20 January 2011

A Kind of Landmark


When I first moved to New York 23 years ago, I lived a couple blocks from this Stop One deli on the corner of Allen and Stanton. I visited it from time to time, and I can tell you that it was a kind of beacon in what was then a stick foreboding and dangerous area at night. There was little else around it that stayed open late into the evening.

With all the changes the LES has gone through in the past decade, I'm surprised it's still there. It looks better now, slicker. The sign was clumsier in the early 1990s and the windows forever filthy. And it sure was calling itself a "gourmet deli." I like that it hasn't been shoved out yet by the onslaught of clubs, boutiques and bars. I showed there's still room for a shabby little New Yawky business on the Lower East Side yet.

While we're on the subject, what is the deal with the Stop One delis? You find them scattered across the city, though not many of them. And they're usually in the most ramshackle neighborhoods. Is this a chain? Are these franchises? They don't seem to be related in any way, but they bear the same name and sometimes the same signs. They're sort of the Ray's Pizza or Blarney Stones of the deli demi-monde.

2 comments:

  1. Kennedy Fried Chicken is another example of a sort-of-but-not-really-a-chain business.

    Peter

    ReplyDelete
  2. In the mid-90s when I lived at Stanton and Eldridge I used to buy beer at all hours from the Yemenis who ran Stop-1 at the time. I loved how they had a photo of an 8-year-old holding an AK-47 taped to the plexiglass. At the time Yemen had just ended a civil war and had reunited North and South Yemen has reunited. I had a routine with the guys.

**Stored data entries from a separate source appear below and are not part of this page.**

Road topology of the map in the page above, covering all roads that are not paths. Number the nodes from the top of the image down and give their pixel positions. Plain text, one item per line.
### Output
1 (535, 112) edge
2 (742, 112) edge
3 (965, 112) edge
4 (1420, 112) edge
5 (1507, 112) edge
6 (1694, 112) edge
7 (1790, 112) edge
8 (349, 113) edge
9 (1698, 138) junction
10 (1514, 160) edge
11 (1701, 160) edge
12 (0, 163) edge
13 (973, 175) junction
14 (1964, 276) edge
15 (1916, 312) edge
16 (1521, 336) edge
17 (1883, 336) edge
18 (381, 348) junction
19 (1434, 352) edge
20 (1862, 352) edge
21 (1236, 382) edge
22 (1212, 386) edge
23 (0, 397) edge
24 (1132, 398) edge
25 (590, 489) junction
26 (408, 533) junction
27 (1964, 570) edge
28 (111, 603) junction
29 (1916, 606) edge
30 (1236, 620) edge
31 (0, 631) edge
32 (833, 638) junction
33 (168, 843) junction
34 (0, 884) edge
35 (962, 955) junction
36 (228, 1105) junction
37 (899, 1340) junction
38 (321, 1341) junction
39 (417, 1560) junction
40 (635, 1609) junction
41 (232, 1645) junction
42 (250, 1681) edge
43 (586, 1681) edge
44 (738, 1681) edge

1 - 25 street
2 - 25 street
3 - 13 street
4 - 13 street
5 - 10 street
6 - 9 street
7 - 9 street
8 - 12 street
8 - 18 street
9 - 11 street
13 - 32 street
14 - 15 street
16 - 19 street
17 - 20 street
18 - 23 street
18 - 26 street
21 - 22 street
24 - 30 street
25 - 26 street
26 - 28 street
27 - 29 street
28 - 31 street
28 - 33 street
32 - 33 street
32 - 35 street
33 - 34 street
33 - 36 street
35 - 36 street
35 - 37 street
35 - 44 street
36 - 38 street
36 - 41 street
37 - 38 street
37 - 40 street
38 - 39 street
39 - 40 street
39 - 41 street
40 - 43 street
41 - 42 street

    "So, where are you guys from? North Yemen or South Yemen?" I'd ask nightly.

    "There is one Yemen! One Yemen!" they would respond.

    So we called the place Stop 1 Yemen.

    The other thing that sticks in my mind about Stop-1 is seeing one of the guys sitting outside on a milk crate on a hot summer night singing the chorus to the Montell Jordan song,"This is How We Do It."